Congo has opened talks with mining companies over bridging a $200 million gap left by delayed Chinese funds meant to help revamp the country's dilapidated rail network, Congolese officials said.
Under the proposed plan, mining firms would recoup any cash they offered to repair the crippled rail network through reduced rates for shipment of copper and cobalt on the refurbished system, the officials added.
Democratic Republic of Congo is ramping up mining in its copper and cobalt-rich Katanga province but operations are hamstrung by poor power supplies and the fact that most shipments must go by road. Only a fraction of this year's forecast 500,000 tonnes of copper will be ferried by rail, according to Reuters.

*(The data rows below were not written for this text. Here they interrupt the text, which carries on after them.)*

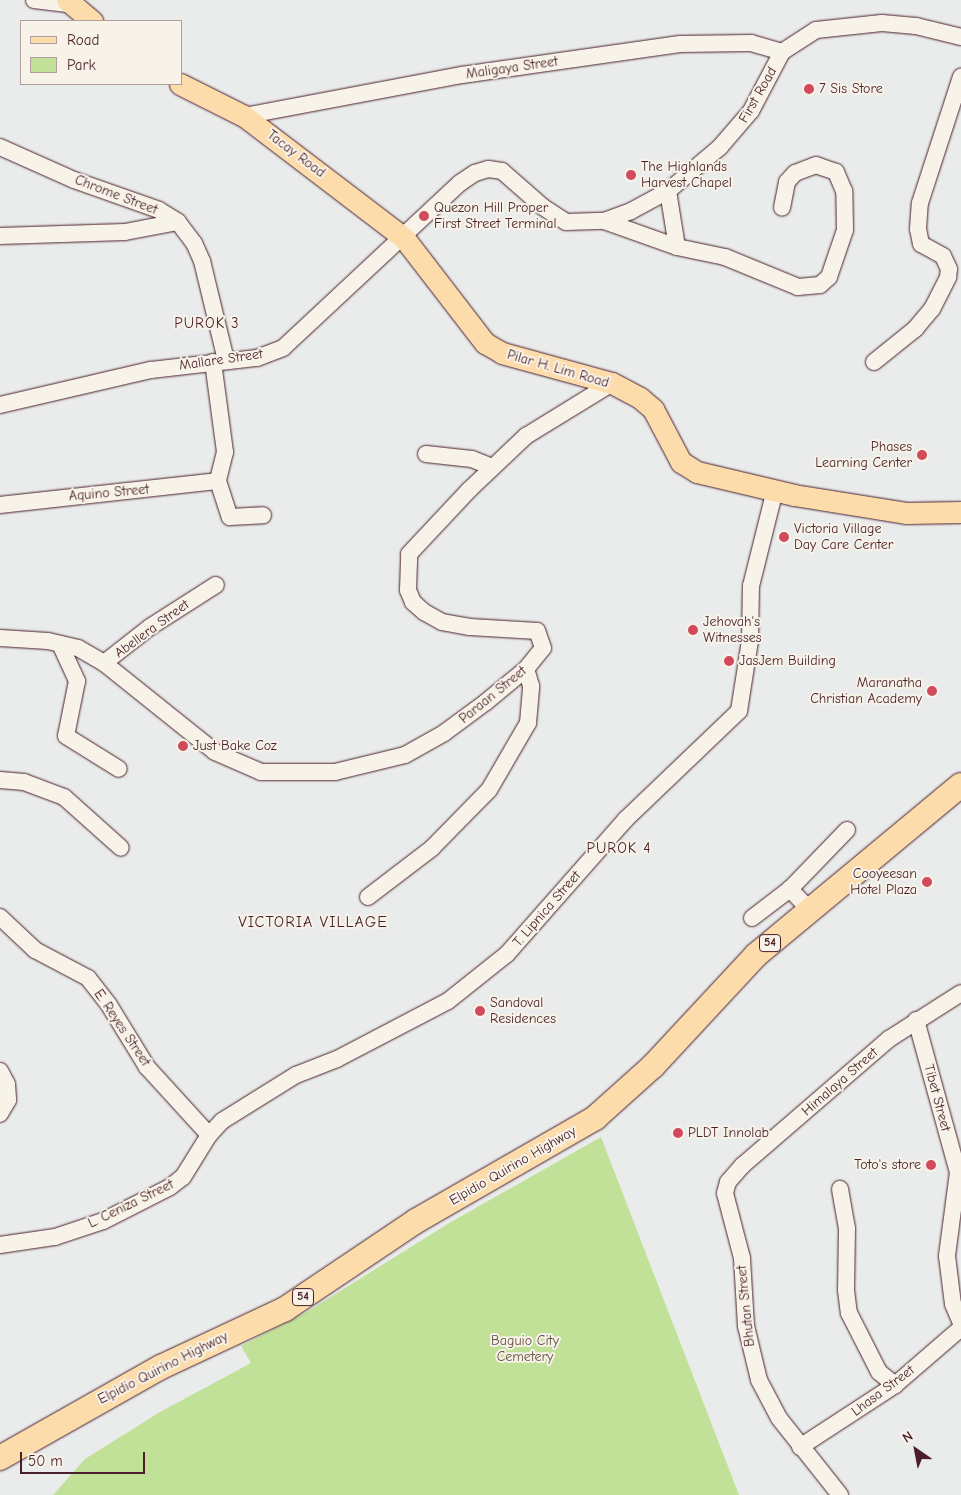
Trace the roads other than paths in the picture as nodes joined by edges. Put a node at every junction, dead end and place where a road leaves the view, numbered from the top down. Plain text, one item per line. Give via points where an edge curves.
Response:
1 (34, 0) edge
2 (70, 2) edge
3 (91, 20) edge
4 (961, 37) edge
5 (782, 52) junction
6 (961, 77) edge
7 (182, 85) edge
8 (244, 116) junction
9 (0, 147) edge
10 (668, 191) junction
11 (782, 208) dead end
12 (604, 221) junction
13 (178, 222) junction
14 (0, 236) edge
15 (404, 238) junction
16 (677, 248) junction
17 (220, 361) junction
18 (874, 362) dead end
19 (612, 383) junction
20 (0, 405) edge
21 (426, 454) dead end
22 (492, 467) junction
23 (218, 482) junction
24 (775, 490) junction
25 (0, 505) edge
26 (961, 512) edge
27 (263, 514) dead end
28 (216, 585) dead end
29 (0, 638) edge
30 (60, 644) junction
31 (104, 663) junction
32 (526, 669) junction
33 (119, 769) dead end
34 (0, 780) edge
35 (961, 785) edge
36 (847, 830) dead end
37 (121, 848) dead end
38 (790, 889) junction
39 (368, 897) dead end
40 (809, 909) junction
41 (0, 917) edge
42 (752, 918) dead end
43 (961, 993) edge
44 (916, 1020) junction
45 (0, 1071) edge
46 (0, 1114) edge
47 (209, 1135) junction
48 (728, 1182) joint
49 (840, 1189) dead end
50 (0, 1246) edge
51 (961, 1323) edge
52 (961, 1328) edge
53 (895, 1385) junction
54 (800, 1447) junction
55 (0, 1458) edge
56 (840, 1495) edge

1 - 2 street
2 - 3 main road
4 - 5 street, First Road via 916,26 850,24 816,30
5 - 8 street, Maligaya Street via 751,43 680,44 462,75
5 - 10 street, First Road via 762,94 738,128
6 - 18 street via 920,204 918,229 921,244 943,256 949,269 948,277 932,309 915,329
7 - 8 main road, Tacay Road
8 - 15 main road, Tacay Road
9 - 13 street, Chrome Street via 74,180 159,210
10 - 12 street, First Road
10 - 16 street
11 - 16 street via 787,182 795,173 816,165 836,172 844,191 844,230 829,277 820,285 798,287 725,257
12 - 15 street, First Road via 566,222 543,207 502,171 488,169 460,182
12 - 16 street
13 - 14 street via 125,232
13 - 17 street, Chrome Street via 194,243 202,261
15 - 17 street, Mallare Street via 283,348 257,358
15 - 19 main road, Pilar H. Lim Road via 484,343 502,353
17 - 20 street, Mallare Street via 151,370
17 - 23 street via 226,452
19 - 22 street, Paraan Street via 526,436
19 - 24 main road, Pilar H. Lim Road via 654,409 680,462 697,472
21 - 22 street via 472,459
22 - 32 street, Paraan Street via 409,554 408,590 413,602 442,622 537,631 543,648
23 - 25 street, Aquino Street
23 - 27 street via 230,517
24 - 26 main road, Pilar H. Lim Road via 906,513
24 - 47 street, T. Lipnica Street via 751,586 750,641 740,711 730,723 625,820 524,936 471,984 448,1001 399,1027 337,1059 296,1075 222,1121
28 - 31 street, Abellera Street via 150,627
29 - 30 street, Abellera Street
30 - 31 street, Abellera Street via 78,648
30 - 33 street via 78,681 66,736
31 - 32 street, Paraan Street via 215,752 261,772 335,772 405,754 444,733
32 - 39 street via 531,686 528,723 489,790 432,848
34 - 37 street via 24,782 64,797
35 - 40 highway, Elpidio Quirino Highway / 54
36 - 38 street
38 - 40 street
38 - 42 street
40 - 55 highway, Elpidio Quirino Highway / 54 via 756,955 653,1066 596,1118 416,1221 285,1309 161,1367
41 - 47 street, E. Reyes Street via 35,950 88,978 109,1005 147,1068
43 - 44 street, Himalaya Street
44 - 48 street, Himalaya Street via 889,1039 743,1165
44 - 51 street, Tibet Street via 958,1172 947,1256 952,1304
45 - 46 street via 7,1084 8,1100
47 - 50 street, L. Ceniza Street via 183,1177 170,1187 103,1221 55,1237
48 - 54 street, Bhutan Street via 725,1202 742,1258 751,1352 766,1399
49 - 53 street via 847,1228 849,1313 879,1372
52 - 53 street, Lhasa Street
53 - 54 street, Lhasa Street
54 - 56 street, Bhutan Street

Kinshasa launched a $600 million plan with the World Bank and China to revamp the railways in May, but state rail firm SNCC said it was having to look elsewhere for finance.
"There is a delay with the Chinese money," Marc Manyanga, commercial director of SNCC, told Reuters after briefing executives on the plan at a mining conference in Lubumbashi.
"The idea is that (the miners) should replace the Chinese money," he said. "This would be reimbursed through lower (freight) fees over a long period of time."
Manyanga said two meetings had already taken place between Congolese officials and mining companies but the talks had not yet led to anything concrete. Another meeting is due soon.
At its peak in the late 1970s, Katanga's railways ferried about 450,000 tonnes of copper a year. But some 700 km (400 miles) of rail needs to be replaced or repaired and, at the moment, most minerals are trucked south out of Congo.